Look through the records below and copy each line that includes the word "thumb".

** Opening Exercise material block **

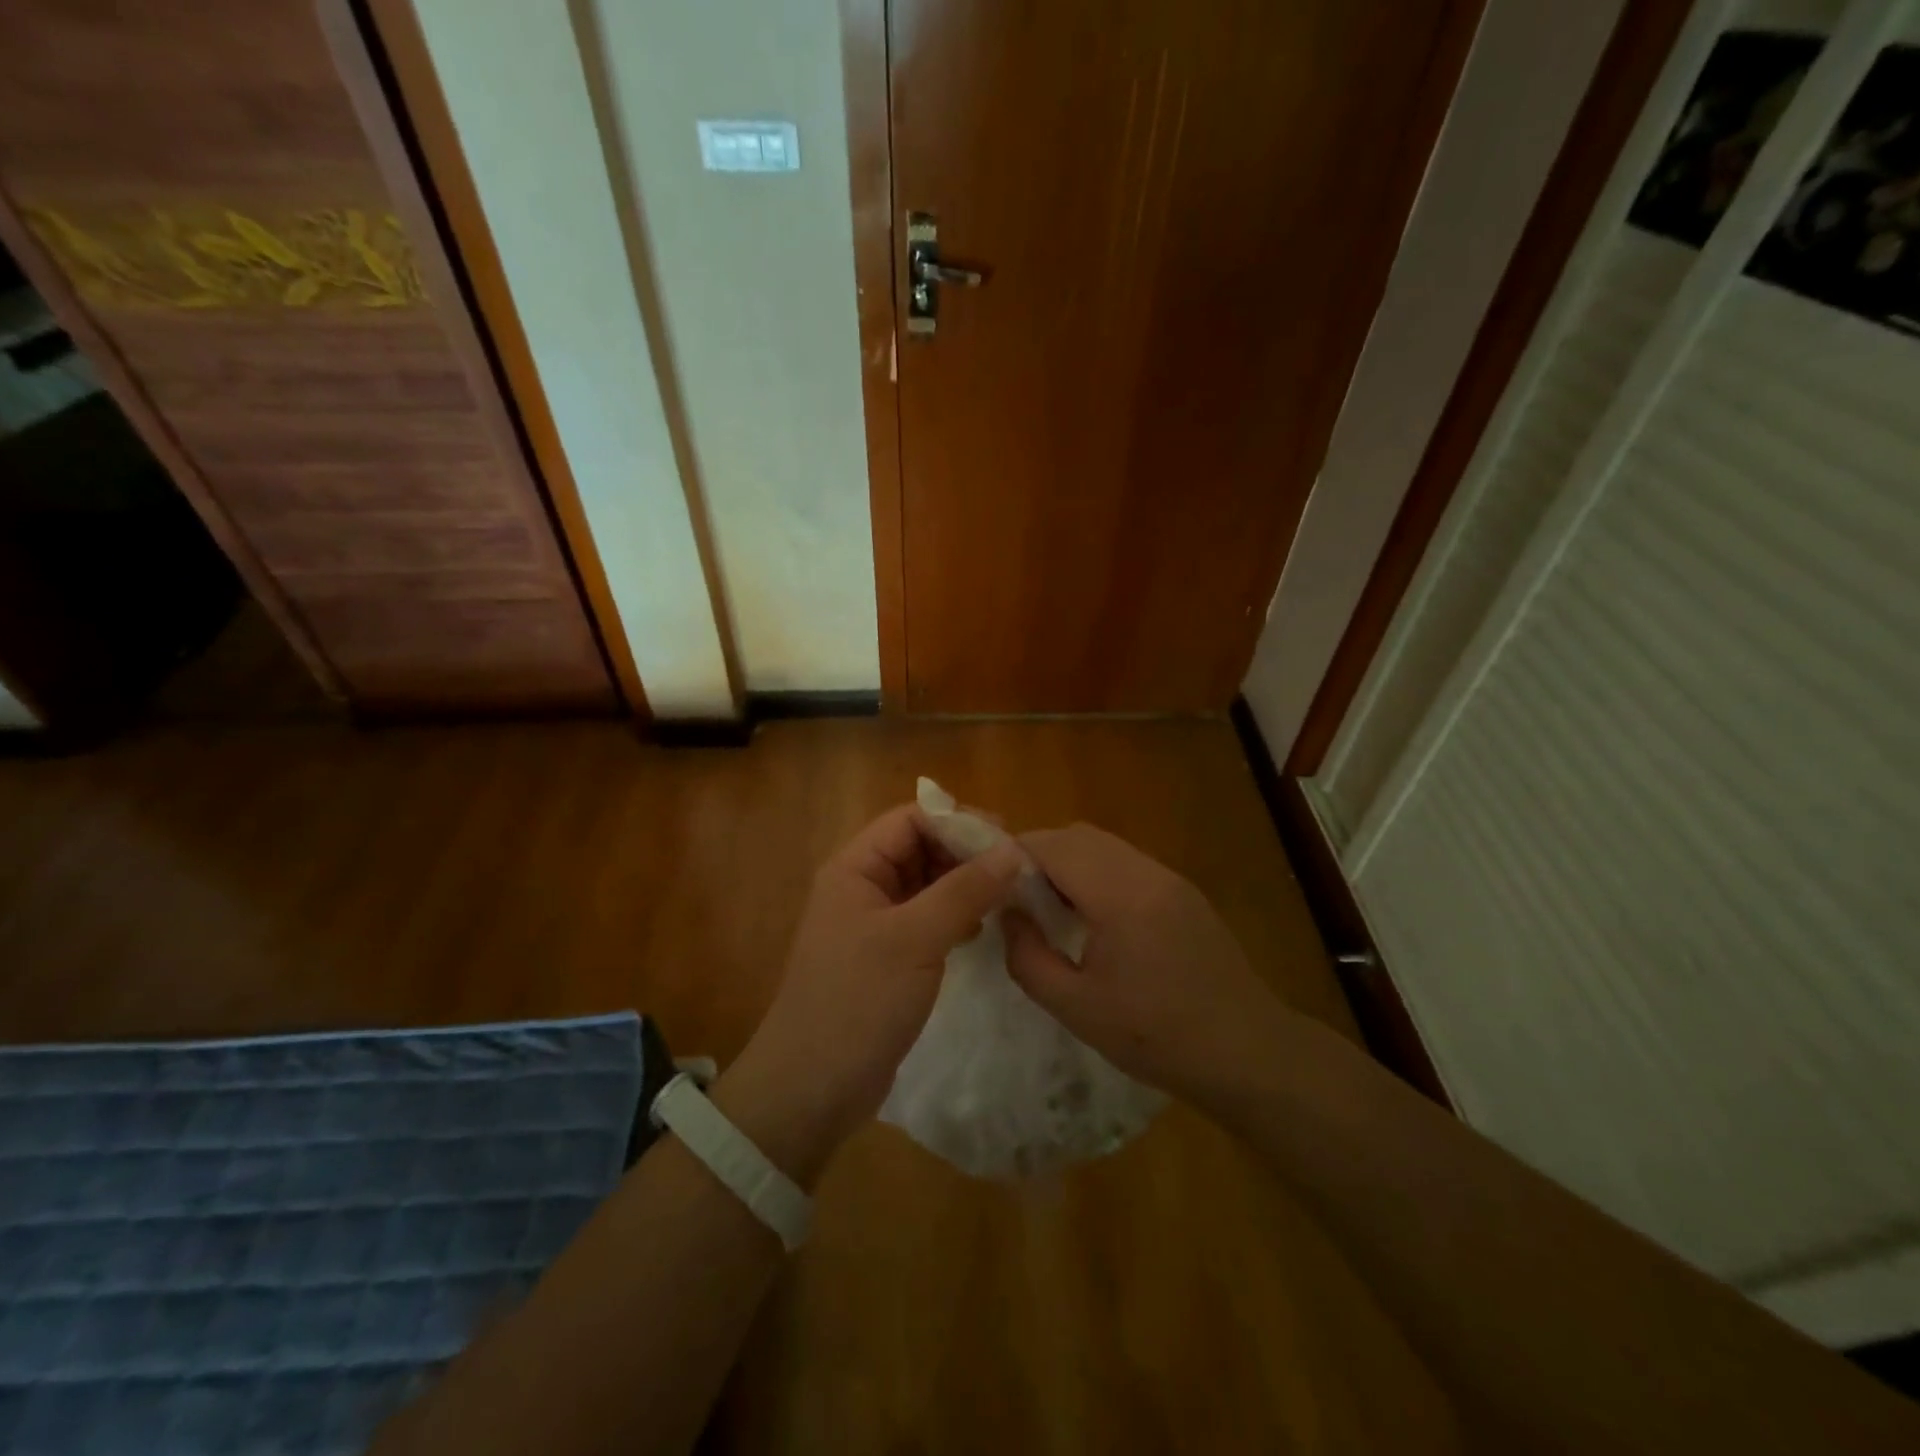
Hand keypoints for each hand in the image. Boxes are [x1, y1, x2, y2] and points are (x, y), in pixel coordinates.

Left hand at [718, 805, 1023, 1183]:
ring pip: (927, 885)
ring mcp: (874, 924)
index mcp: (855, 868)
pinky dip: (955, 917)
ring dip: (964, 886)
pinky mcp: (888, 958)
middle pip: (920, 848)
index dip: (958, 822)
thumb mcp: (914, 940)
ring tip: (1008, 898)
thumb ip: (964, 891)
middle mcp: (862, 887)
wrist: (812, 1089)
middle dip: (965, 854)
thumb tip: (1014, 850)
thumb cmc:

** Closing Exercise material block **

> [Written reply]:
thumb mcp: (914, 940)
thumb ip: (964, 891)
thumb tip: (1014, 850)
thumb cmc:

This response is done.